> **What you need to do**
Reproduce the data below exactly. Skip the pictures.

> **Data to process**
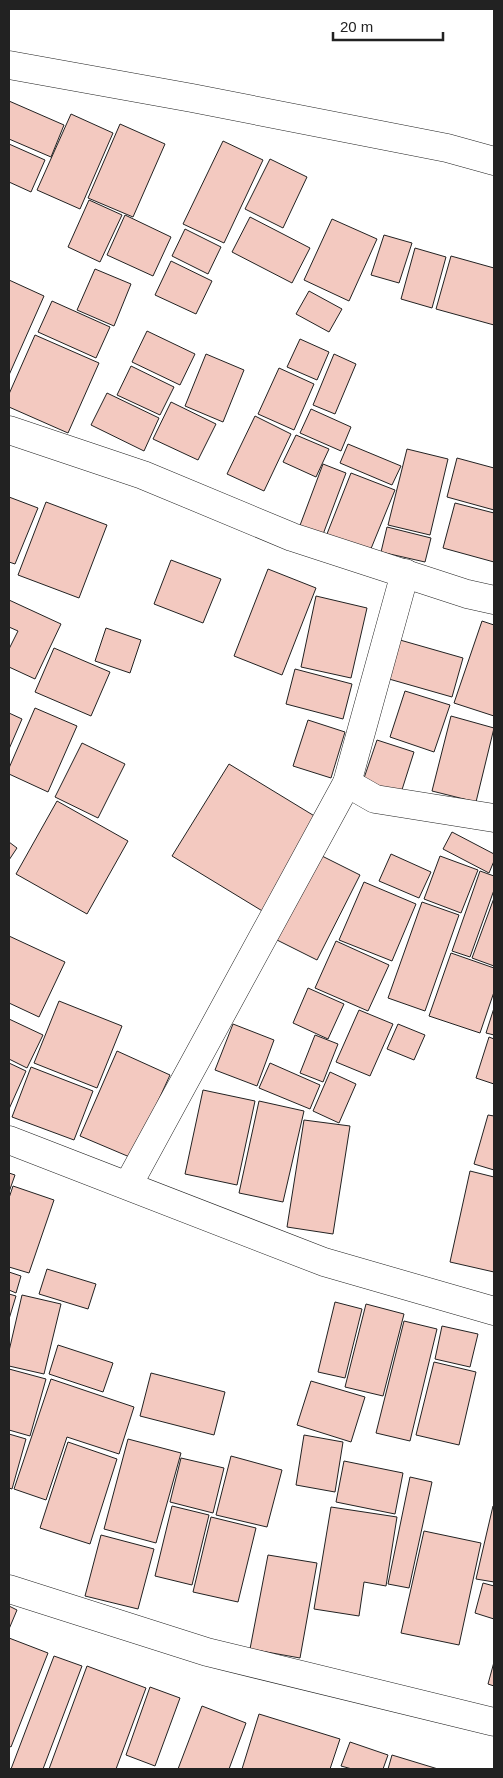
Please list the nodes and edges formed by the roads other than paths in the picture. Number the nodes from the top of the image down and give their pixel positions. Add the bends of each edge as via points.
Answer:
1 (9, 65) edge
2 (494, 161) edge
3 (9, 430) edge
4 (405, 573) junction
5 (494, 600) edge
6 (347, 783) junction
7 (494, 818) edge
8 (9, 1140) edge
9 (128, 1186) junction
10 (494, 1311) edge
11 (9, 1589) edge
12 (494, 1722) edge

1 - 2 street via 447,148
3 - 4 street via 143,475 292,537
4 - 5 street
4 - 6 street
6 - 7 street via 375,799
6 - 9 street
8 - 9 street
9 - 10 street via 324,1262
11 - 12 street via 207,1652

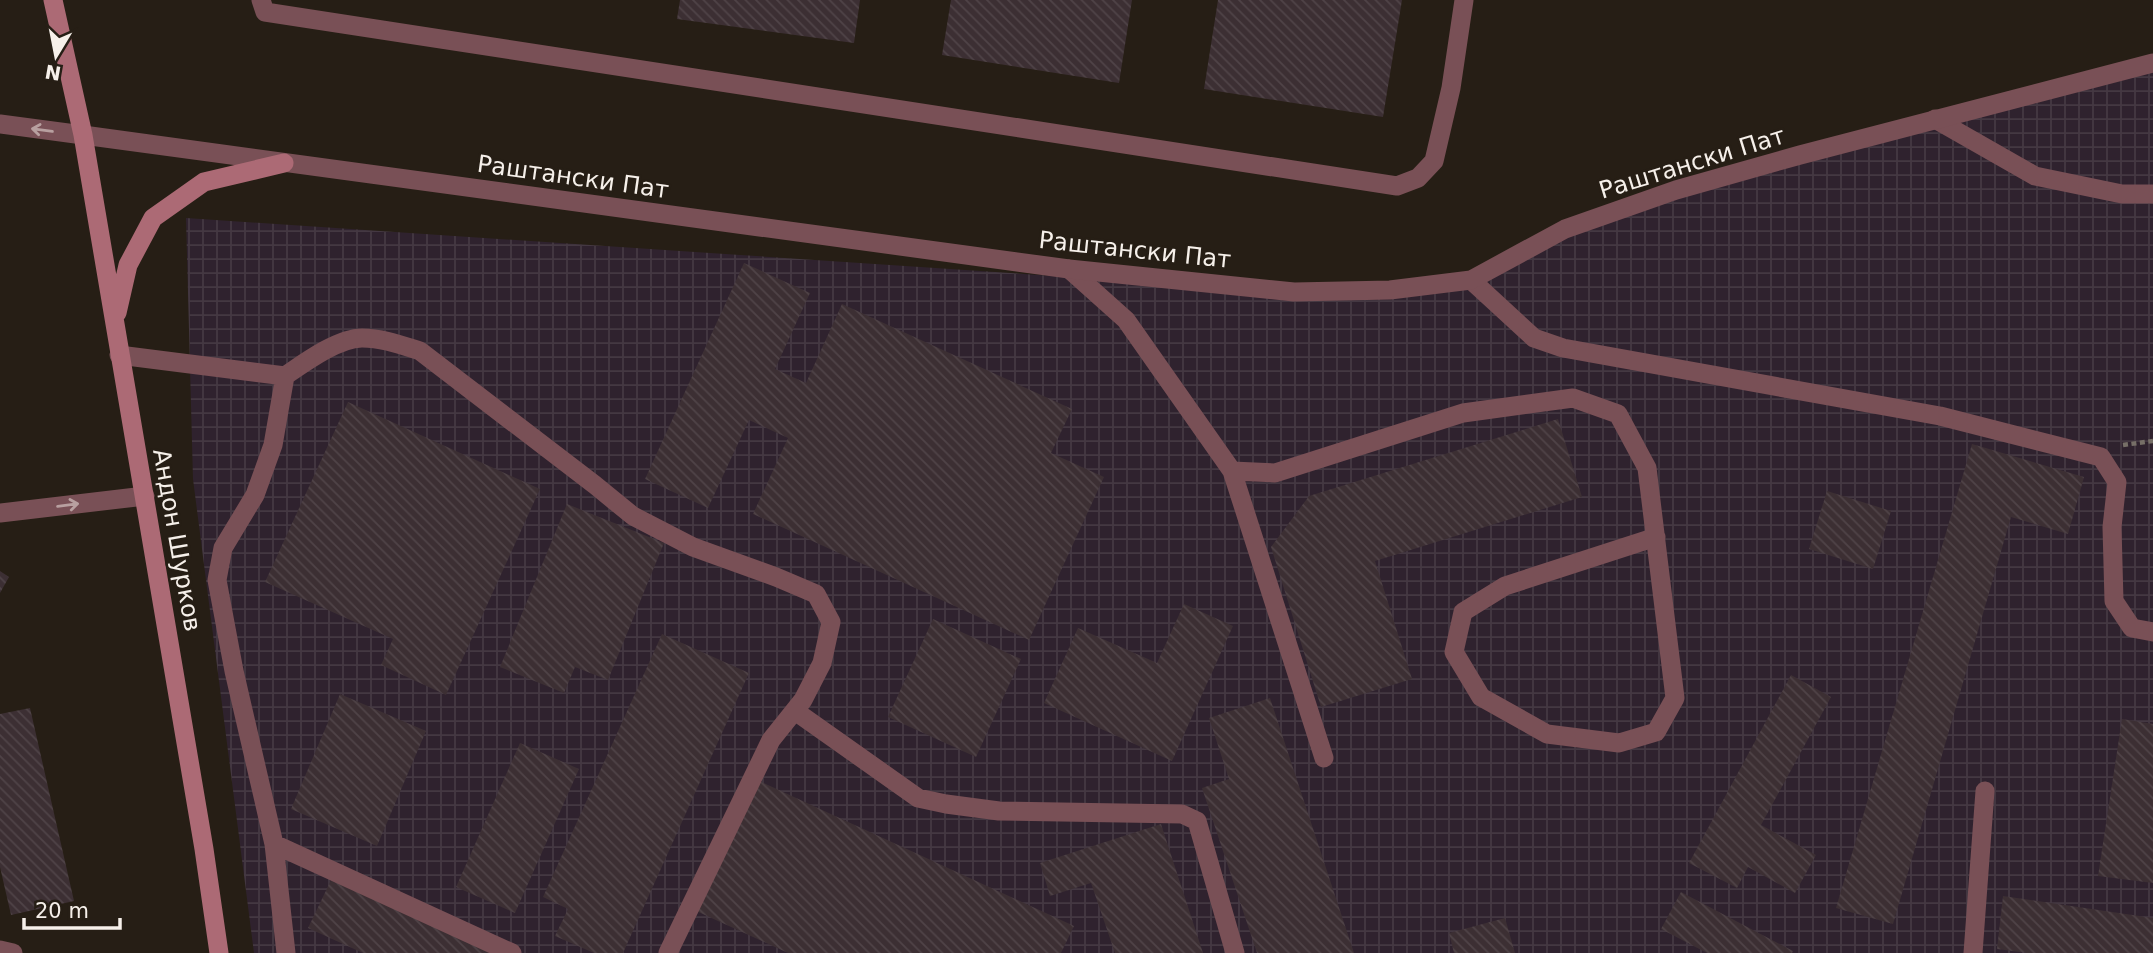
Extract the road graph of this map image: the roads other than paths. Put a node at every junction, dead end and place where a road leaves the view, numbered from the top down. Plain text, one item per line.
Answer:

> **Answer space**
Please list the nodes and edges formed by the roads other than paths in the picture. Number the nodes from the top of the image down and give their pixel positions. Add the bends of each edge as via points.
Answer:
1 (9, 65) edge
2 (494, 161) edge
3 (9, 430) edge
4 (405, 573) junction
5 (494, 600) edge
6 (347, 783) junction
7 (494, 818) edge
8 (9, 1140) edge
9 (128, 1186) junction
10 (494, 1311) edge
11 (9, 1589) edge
12 (494, 1722) edge

1 - 2 street via 447,148
3 - 4 street via 143,475 292,537
4 - 5 street
4 - 6 street
6 - 7 street via 375,799
6 - 9 street
8 - 9 street
9 - 10 street via 324,1262
11 - 12 street via 207,1652

Extract the road graph of this map image: the roads other than paths. Put a node at every junction, dead end and place where a road leaves the view, numbered from the top down. Plain text, one item per line.
Answer:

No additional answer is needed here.